Nefes almaktan ibaret değil yaşamak,yenileneceksin. Değişmek değil mesele, akla, çağa, bilime, teknolojiye uygun gelişeceksin.Yeni otomobil,yeni telefon, yeni mekanla da değil,değerlerin olacak. Onurlu, dürüst, doğru olacaksın. Hataların olacak, eksiklerin, kısalıkların olduğu gibi. Doğru olman için yalanın olmayacak, yalanın karşısında duracaksın. Geçici olanda değil, kalıcı ve asil olanda bulacaksın seviyeyi. Seviyenden ödün vermeden, en iyi, en güzel, en doğru, en kusursuzu arayacaksın. Var ile yok arası yaşarken hayatını, hangi noktada veda edersen et hayata; ‘mücadelesi iyi insan olmaktı, etik konuşur, etik davranırdı’ desinler ardından, dünyada var oluşundan mutlu olacaksın…
Yazılanlar için “tamam da” diyerek başlıyorsan, sıkıntı.Tamam da ile başlayıp arkasından neden bir dizi bahaneleri sıralayacak, anlatacak,
kendinin bu uygulamalar da,böyle tavırların olmamasın da haklılığını anlatacaksın. Oysa sav sadece teori, öneri, bu kazanımları elde etmek zor elbette. Dirayetli ve mücadele gücüne sahip olmalı insan. Somut bir olay olsa, bu olayı yaşamış kişi serzenişlerde bulunur, anlatır çevresine. Paylaşıma müdahil olan biri ya da birileri benzeri bir sorun yaşamış ise mücadele yollarını,deneyimlerini anlatır. Serzeniş yapan ise dinler ve uygulamaya koyar.

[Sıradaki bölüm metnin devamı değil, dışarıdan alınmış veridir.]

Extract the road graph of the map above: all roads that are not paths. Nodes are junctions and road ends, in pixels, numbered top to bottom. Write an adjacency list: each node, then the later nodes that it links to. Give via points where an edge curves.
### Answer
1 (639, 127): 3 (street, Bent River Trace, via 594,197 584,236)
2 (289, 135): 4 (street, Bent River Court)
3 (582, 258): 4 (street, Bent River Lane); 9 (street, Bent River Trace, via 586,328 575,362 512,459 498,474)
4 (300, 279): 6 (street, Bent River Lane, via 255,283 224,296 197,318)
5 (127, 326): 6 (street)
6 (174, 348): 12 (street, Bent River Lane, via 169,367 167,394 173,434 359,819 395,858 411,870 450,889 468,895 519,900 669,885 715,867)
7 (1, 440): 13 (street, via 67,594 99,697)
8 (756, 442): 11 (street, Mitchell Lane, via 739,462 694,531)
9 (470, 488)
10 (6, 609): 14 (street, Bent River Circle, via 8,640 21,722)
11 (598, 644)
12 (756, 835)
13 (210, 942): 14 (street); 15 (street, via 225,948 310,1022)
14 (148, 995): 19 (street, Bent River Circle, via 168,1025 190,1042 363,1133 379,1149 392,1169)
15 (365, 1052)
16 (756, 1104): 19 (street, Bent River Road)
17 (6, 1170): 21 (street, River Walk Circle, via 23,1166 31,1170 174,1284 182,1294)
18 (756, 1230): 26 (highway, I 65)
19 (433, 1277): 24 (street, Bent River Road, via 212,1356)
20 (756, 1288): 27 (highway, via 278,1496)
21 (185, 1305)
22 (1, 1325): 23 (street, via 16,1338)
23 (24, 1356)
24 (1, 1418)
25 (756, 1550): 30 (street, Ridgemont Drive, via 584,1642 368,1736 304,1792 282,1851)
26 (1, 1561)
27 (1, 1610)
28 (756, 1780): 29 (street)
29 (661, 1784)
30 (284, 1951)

Gelişen hayatlarımız,artan nüfusumuz beraberinde profesyonelliği de sürüklemekte, bilirsiniz. Avukat, doktor, güvenlik vb gibi profesyonel hizmet veren, fiili olarak sorunumuza müdahil olan meslek grupları olduğu gibi, sorun ve sıkıntılarımızı dinleyip çözümsel metotlar öneren ya da ilaç ile destek veren psikolog, psikiyatrisi gibi yine profesyonel meslekler var. Neden halen azınlıkla bu kişilere başvurup, çoğunlukla serzenişlerle geçiştiriyoruz. Toplum olarak iyi olmak adına gayret etmek yerine iyi bilinmeyi tercih ediyoruz.
Yaşamı paylaştıklarımız bizi iyi bilsinler, yaptığımız kötü bir sonuç doğursa dahi, herkes elinden geleni yaptı, iyi biridir, desin yeter. İşte tam da bu nokta da hedef saptırıyoruz.
Hedef iyi olmak mı?
İyi bilinmek mi?
Ailemizden ve yetiştiğimiz çevreden başlayarak süre giden bir yanlış dizisi var ki, artık karakterlerimize,kişiliklerimize yapışmış durumda.
Oysa dünyadaki yaşantımız da tüm insanları eksiksiz aldatsak dahi, tüm ayrıntıları ile yaşadıklarımızı bilen, gören var, inancımız böyle. Tamamımıza yakın insanımız inançlı olduğunu söylüyor da yeterince ahlaklı değil ise, inancındaki samimiyet de yetersizdir.
Kendi otokontrolümüzü sağlamak ve kendimizi iyi olmak adına sürekli sorgulamak mecburiyetindeyiz. Kendimizi en iyi kendimiz tanıyor isek “elimden geleni yaptım” demenin tüm samimiyeti içerdiğini biliyorsak, varsın birileri ikna olmasın, tatmin olmasın, iyi birisin.